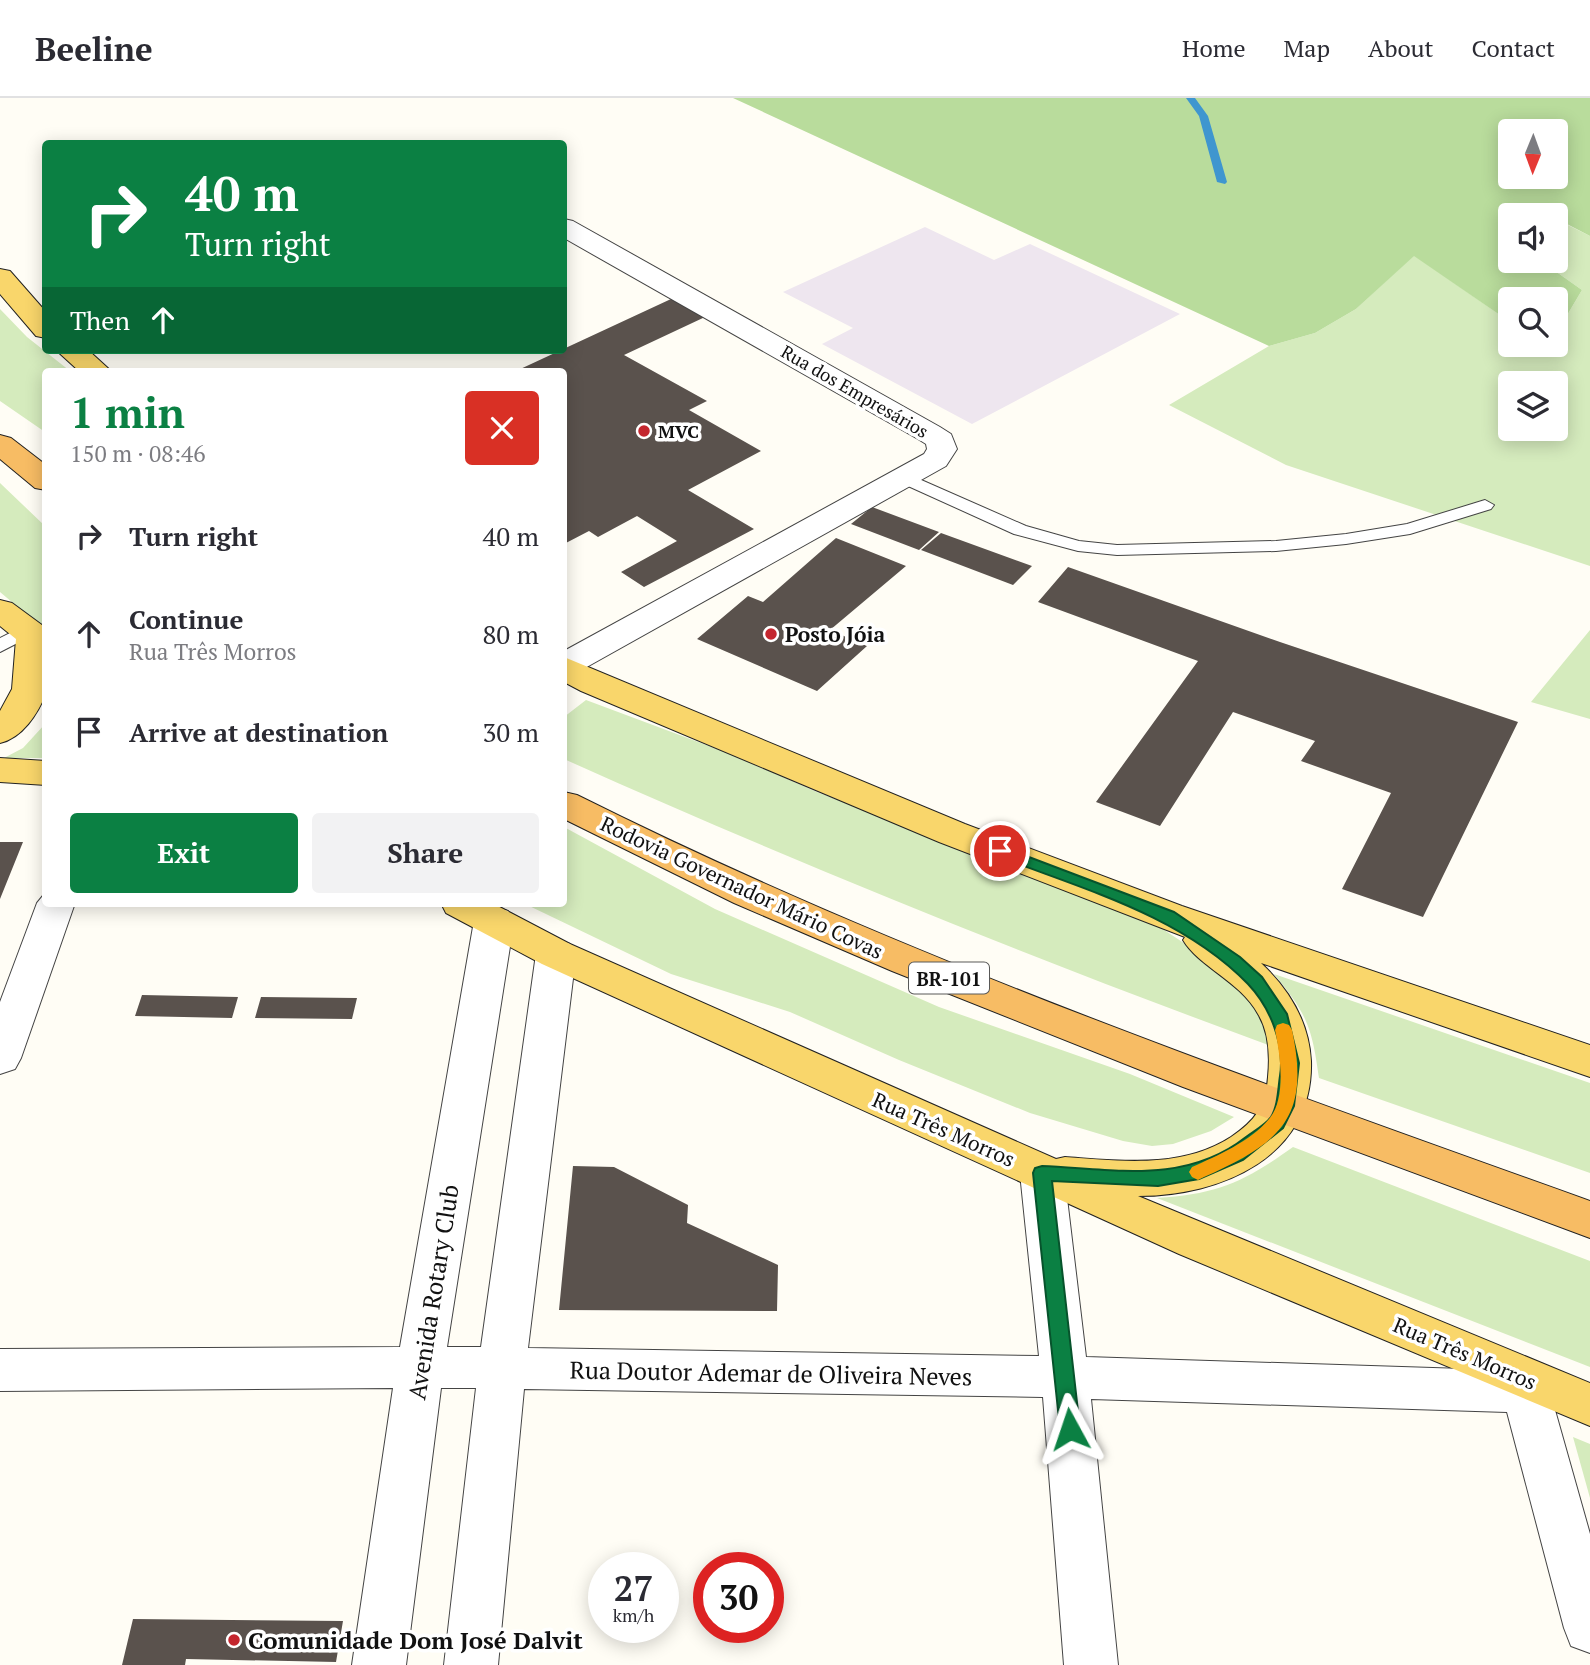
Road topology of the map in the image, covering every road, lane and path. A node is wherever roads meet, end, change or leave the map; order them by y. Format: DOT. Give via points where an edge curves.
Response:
graph roads {
  1 [pos="567,229"];
  2 [pos="0,277"];
  3 [pos="42,325"];
  4 [pos="75,354"];
  5 [pos="93,368"];
  6 [pos="0,433"];
  7 [pos="0,444"];
  8 [pos="42,447"];
  9 [pos="903,477"];
  10 [pos="42,478"];
  11 [pos="1485,505"];
  12 [pos="0,610"];
  13 [pos="27,639"];
  14 [pos="567,664"];
  15 [pos="567,668"];
  16 [pos="0,732"];
  17 [pos="0,770"];
  18 [pos="42,772"];
  19 [pos="567,805"];
  20 [pos="55,907"];
  21 [pos="477,912"];
  22 [pos="1168,916"];
  23 [pos="556,954"];
  24 [pos="0,1058"];
  25 [pos="1590,1061"];
  26 [pos="1285,1106"];
  27 [pos="1042,1173"];
  28 [pos="1590,1220"];
  29 [pos="420,1367"];
  30 [pos="502,1369"];
  31 [pos="0,1370"];
  32 [pos="1065,1377"];
  33 [pos="1534,1389"];
  34 [pos="1590,1405"];
  35 [pos="1590,1628"];
  36 [pos="379,1665"];
  37 [pos="471,1665"];
  38 [pos="1091,1665"];
  1 -- 9 [label="street, Rua dos Empresários" via="940,440 942,449 935,460"];
  2 -- 3 [label="main road"];
  4 -- 5 [label="main road"];
  6 -- 8 [label="highway"];
  7 -- 10 [label="highway"];
  9 -- 11 [label="lane" via="1020,530 1117,551 1346,539 1410,528"];
  9 -- 14 [label="street, Rua dos Empresários"];
  12 -- 13 [label="main road"];
  13 -- 16 [label="main road" via="34,673 30,694 18,716"];
  15 -- 22 [label="main road" via="593,683 863,797"];
  17 -- 18 [label="main road"];
  19 -- 26 [label="highway, Rodovia Governador Mário Covas / BR-101" via="808,920 1067,1026"];
  20 -- 24 [label="street"];
  21 -- 23 [label="main road, Rua Três Morros"];
  21 -- 29 [label="street, Avenida Rotary Club"];
  22 -- 25 [label="main road"];
  22 -- 26 [label="main road" via="1256,981 1281,1018 1291,1063"];
  23 -- 27 [label="main road, Rua Três Morros"];
  23 -- 30 [label="street"];
  26 -- 27 [label="main road" via="1276,1123 1256,1141 1199,1172 1158,1179"];
  26 -- 28 [label="highway, Rodovia Governador Mário Covas / BR-101"];
  27 -- 32 [label="street"];
  27 -- 33 [label="main road, Rua Três Morros"];
  29 -- 30 [label="street, Rua Doutor Ademar de Oliveira Neves"];
  29 -- 31 [label="street, Rua Doutor Ademar de Oliveira Neves"];
  29 -- 36 [label="street, Avenida Rotary Club"];
  30 -- 32 [label="street, Rua Doutor Ademar de Oliveira Neves"];
  30 -- 37 [label="street"];
  32 -- 33 [label="street, Rua Doutor Ademar de Oliveira Neves"];
  32 -- 38 [label="street"];
  33 -- 34 [label="main road, Rua Três Morros"];
  33 -- 35 [label="street"];
}
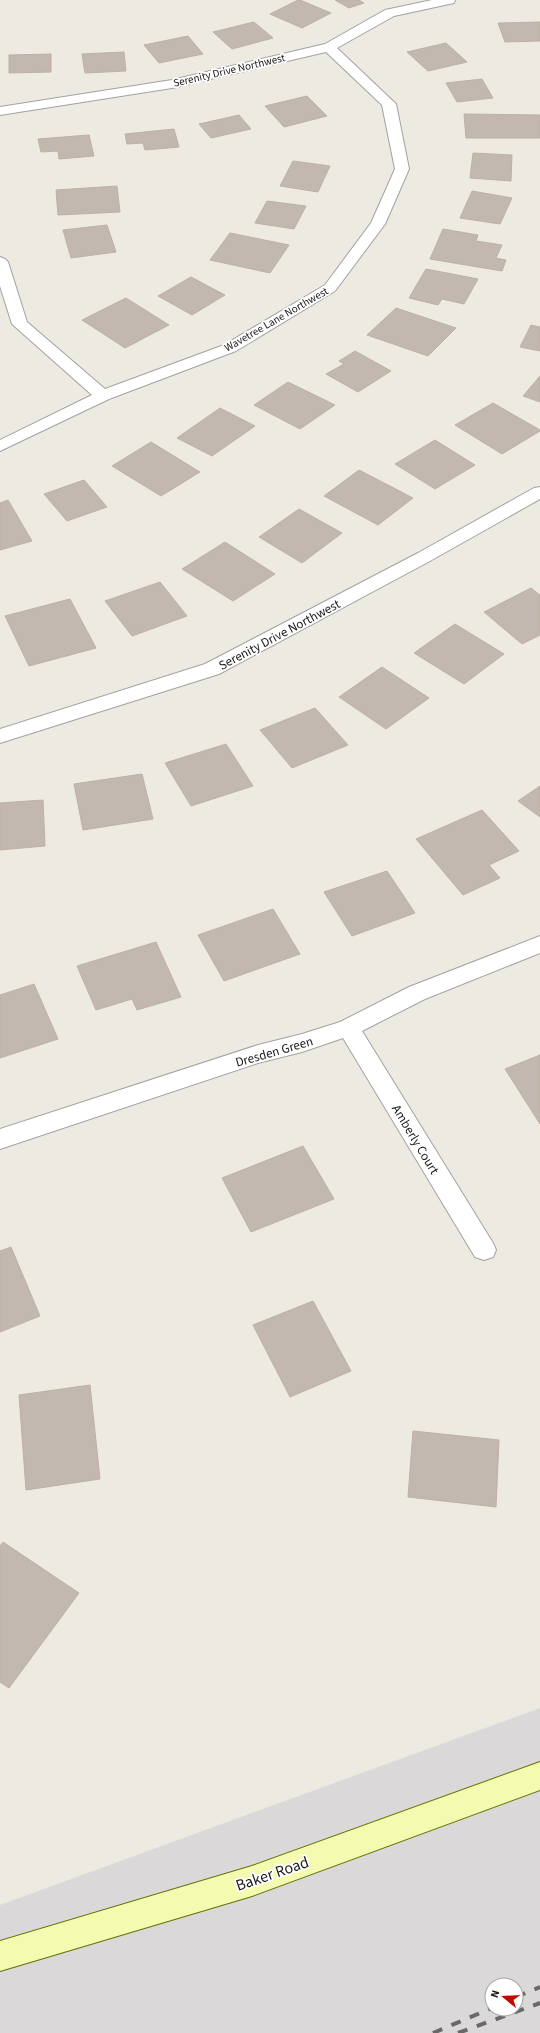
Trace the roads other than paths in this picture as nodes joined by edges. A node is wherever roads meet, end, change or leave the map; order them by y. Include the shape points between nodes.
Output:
1 (449, 0) edge
2 (329, 46) junction
3 (0, 111) edge
4 (0, 262) edge
5 (103, 396) junction
6 (0, 446) edge
7 (540, 492) edge
8 (0, 736) edge
9 (540, 944) edge
10 (348, 1028) junction
11 (0, 1139) edge
12 (484, 1250) dead end
13 (540, 1776) edge
14 (0, 1956) edge

1 - 2 street, Serenity Drive Northwest via 390,12
2 - 3 street, Serenity Drive Northwest via 172,84
2 - 5 street, Wavetree Lane Northwest via 389,104 402,169 378,224 330,288 230,348
4 - 5 street via 20,324
5 - 6 street, Wavetree Lane Northwest
7 - 8 street, Serenity Drive Northwest via 424,557 212,669
9 - 10 street, Dresden Green via 417,993
10 - 11 street, Dresden Green via 258,1054
10 - 12 street, Amberly Court
13 - 14 main road, Baker Road via 252,1881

▶ [Exercise description]: In the entries above, identify every line with the word "Drive". Copy those lines.

▶ [Response box]:
1 - 2 street, Serenity Drive Northwest via 390,12
2 - 3 street, Serenity Drive Northwest via 172,84
7 - 8 street, Serenity Drive Northwest via 424,557 212,669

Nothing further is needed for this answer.